Investitionsabkommen

Chinapolitik braucht Vertrauen: Warum nicht wie Merkel?

Es war zu erwarten, dass der von der EU gestartete Sanktionswettlauf mit China nicht das letzte Wort einer schon jetzt unguten Entwicklung sein würde. Mit ihrem Beschluss, das Investitionsabkommen „einzufrieren“, hat das EU-Parlament den Flurschaden...

Chinapolitik braucht Vertrauen: Warum nicht wie Merkel?

Es war zu erwarten, dass der von der EU gestartete Sanktionswettlauf mit China nicht das letzte Wort einer schon jetzt unguten Entwicklung sein würde. Mit ihrem Beschluss, das Investitionsabkommen „einzufrieren“, hat das EU-Parlament den Flurschaden nicht nur politisch, sondern vor allem auch wirtschaftlich weiter gesteigert.

EU-Unternehmen im Nachteil

Die in siebenjährigen Verhandlungen hart errungenen Zugeständnisse für europäische Unternehmen, für Geschäfte und Investitionen in China sind damit erst einmal vom Tisch. Das ist umso bedauerlicher, als die USA, noch unter der Präsidentschaft von Trump, China entsprechende Zugeständnisse für US-Unternehmen abgerungen haben. Der Status quo, der europäische Unternehmer sowohl gegenüber chinesischen als auch gegenüber US-Konkurrenten schlechter stellt, wird also auf unbestimmte Zeit festgeschrieben. Insbesondere für Deutschland, als mit Abstand wichtigsten Handelspartner Chinas in der EU, ist das ein schwerer Rückschlag.

Fortschritte in Menschenrechtsfragen wurden hingegen nicht gemacht. Eher muss es wohl als Rückschritt interpretiert werden: Mit dem Stopp des Investitionsabkommens ist die Ratifizierung des Verbots der Zwangsarbeit – zugegebenermaßen in recht vager Form –, wie in den Artikeln 29 und 105 der International Labour Organisation (ILO) festgeschrieben, ebenfalls vom Tisch.

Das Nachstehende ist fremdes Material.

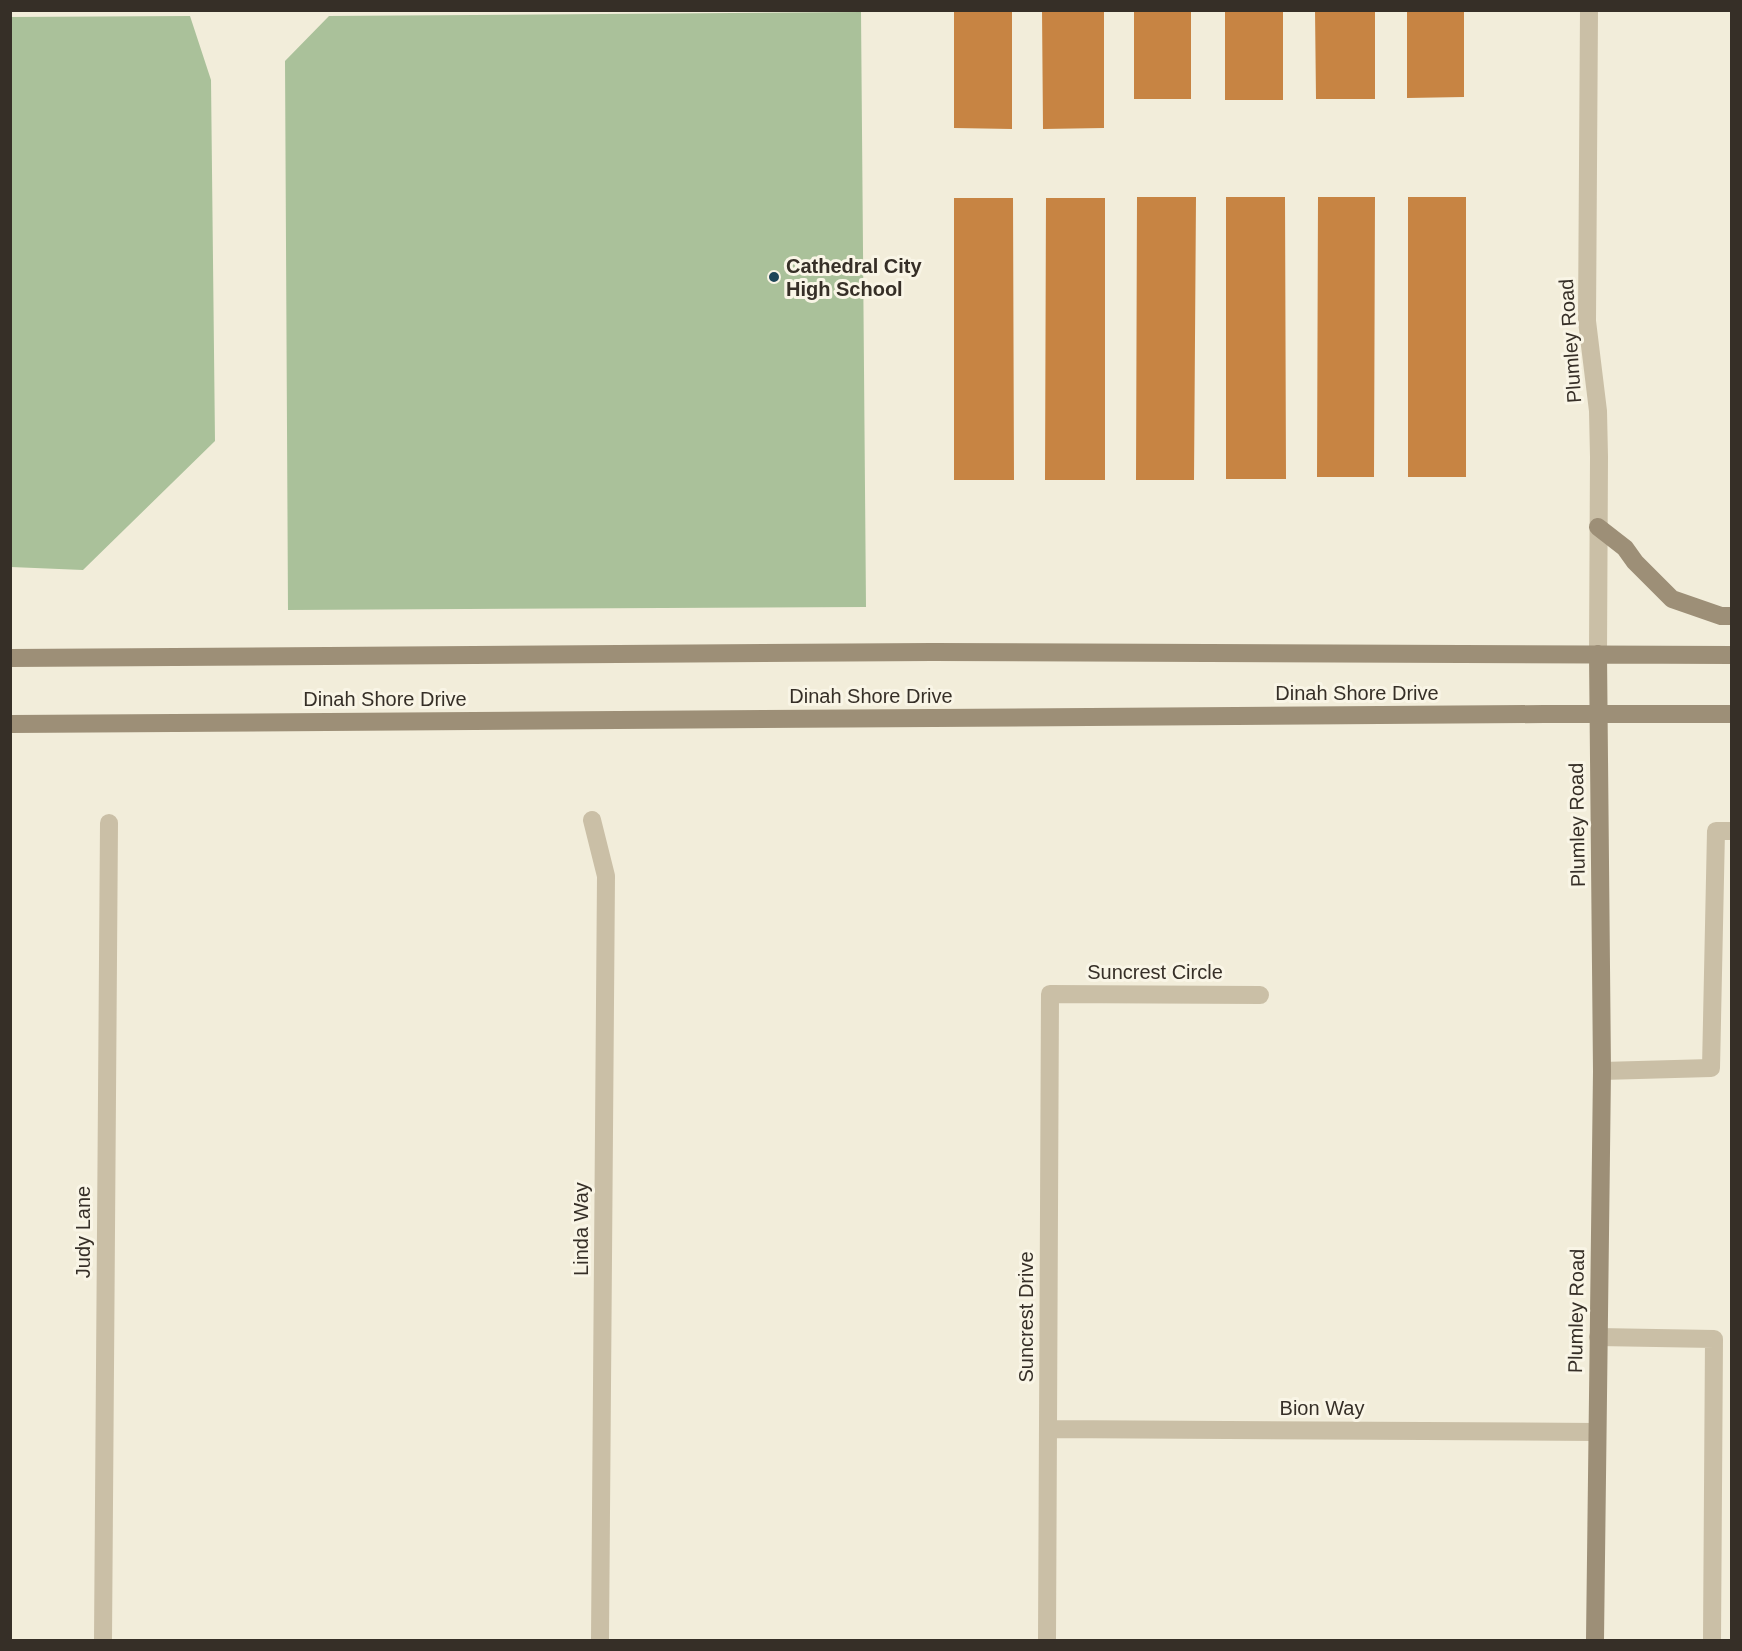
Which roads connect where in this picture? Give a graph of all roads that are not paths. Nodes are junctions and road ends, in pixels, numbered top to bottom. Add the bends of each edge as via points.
1 (1589, 10) edge
2 (1598, 527) junction
3 (1731, 616) edge
4 (1598, 654) junction
5 (1731, 655) edge
6 (10, 658) edge
7 (1598, 714) junction
8 (1731, 714) edge
9 (10, 724) edge
10 (592, 820) dead end
11 (109, 823) dead end
12 (1731, 831) edge
13 (1050, 994) joint
14 (1260, 995) dead end
15 (1602, 1071) junction
16 (1598, 1337) junction
17 (1048, 1429) junction
18 (1597, 1432) junction
19 (103, 1641) edge
20 (600, 1641) edge
21 (1047, 1641) edge
22 (1595, 1641) edge
23 (1712, 1641) edge

1 - 2 street, Plumley Road via 1587,321 1598,411
2 - 3 main road via 1672,598
2 - 4 street, Plumley Road
4 - 5 main road, Dinah Shore Drive
4 - 6 main road, Dinah Shore Drive via 932,652
4 - 7 main road, Plumley Road
7 - 8 main road, Dinah Shore Drive
7 - 9 main road, Dinah Shore Drive
7 - 15 main road, Plumley Road
10 - 20 street, Linda Way via 606,876
11 - 19 street, Judy Lane
12 - 15 street via 1716,831 1710,1068
13 - 14 street, Suncrest Circle
13 - 17 street, Suncrest Drive
15 - 16 main road, Plumley Road
16 - 18 main road, Plumley Road
16 - 23 street via 1714,1339
17 - 18 street, Bion Way
17 - 21 street, Suncrest Drive
18 - 22 main road, Plumley Road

Wider die Schaufensterpolitik

In Wirtschaft und Politik sind rationale Entscheidungen gefragt. Es ist erschreckend, wenn die zugänglichen Berichte zutreffen, wie in der Provinz Xinjiang mit Minderheiten umgegangen wird. Die Frage muss aber erlaubt sein, was daraus folgt. Es mutet jedenfalls für viele, die etwas von China verstehen, seltsam naiv an, zu glauben, dass die EU – selbst im Verbund mit den USA – China zwingen könnte, in dieser Frage einzulenken.

Fortschritte kann es nur durch eine Politik der kleinen Schritte geben, verbunden mit einem engen wirtschaftlichen Austausch zum Nutzen aller. Die Politik der Bundeskanzlerin in den vergangenen 16 Jahren steht dafür vorbildhaft. Nur wer das Vertrauen der chinesischen Führung besitzt, kann auch auf sensiblen Feldern Fortschritte erzielen, ohne dass die beteiligten Parteien ihr Gesicht verlieren. Eine Position, die im Übrigen gerade wieder vom großen, alten Mann der US-amerikanischen Außenpolitik, Henry Kissinger, für seine jahrzehntelangen Erfahrungen im Umgang mit China bestätigt wurde.

Schaufensterpolitik und Drohgebärden, die unzweifelhaft auch auf innenpolitische Stimmungen und Wahlen abzielen, sind hingegen wenig hilfreich. Mit ihrem Beschluss täuscht das EU-Parlament im Übrigen eine Handlungsfähigkeit vor, die die EU in der Realität nicht besitzt. Vielmehr scheint das nicht neue Machtgerangel zwischen EU-Parlament und EU-Kommission nun auch die Chinapolitik erreicht zu haben.

Unabhängig von China belegt eine Vielzahl von Studien, dass internationale Sanktionen in der ganz überwiegenden Zahl der Fälle in Bezug auf die eigentlichen Ziele wirkungslos und im schlechtesten Fall zum Schaden aller sind. Die Sanktionen gegen Russland und den Iran sind dafür schlagende Beispiele.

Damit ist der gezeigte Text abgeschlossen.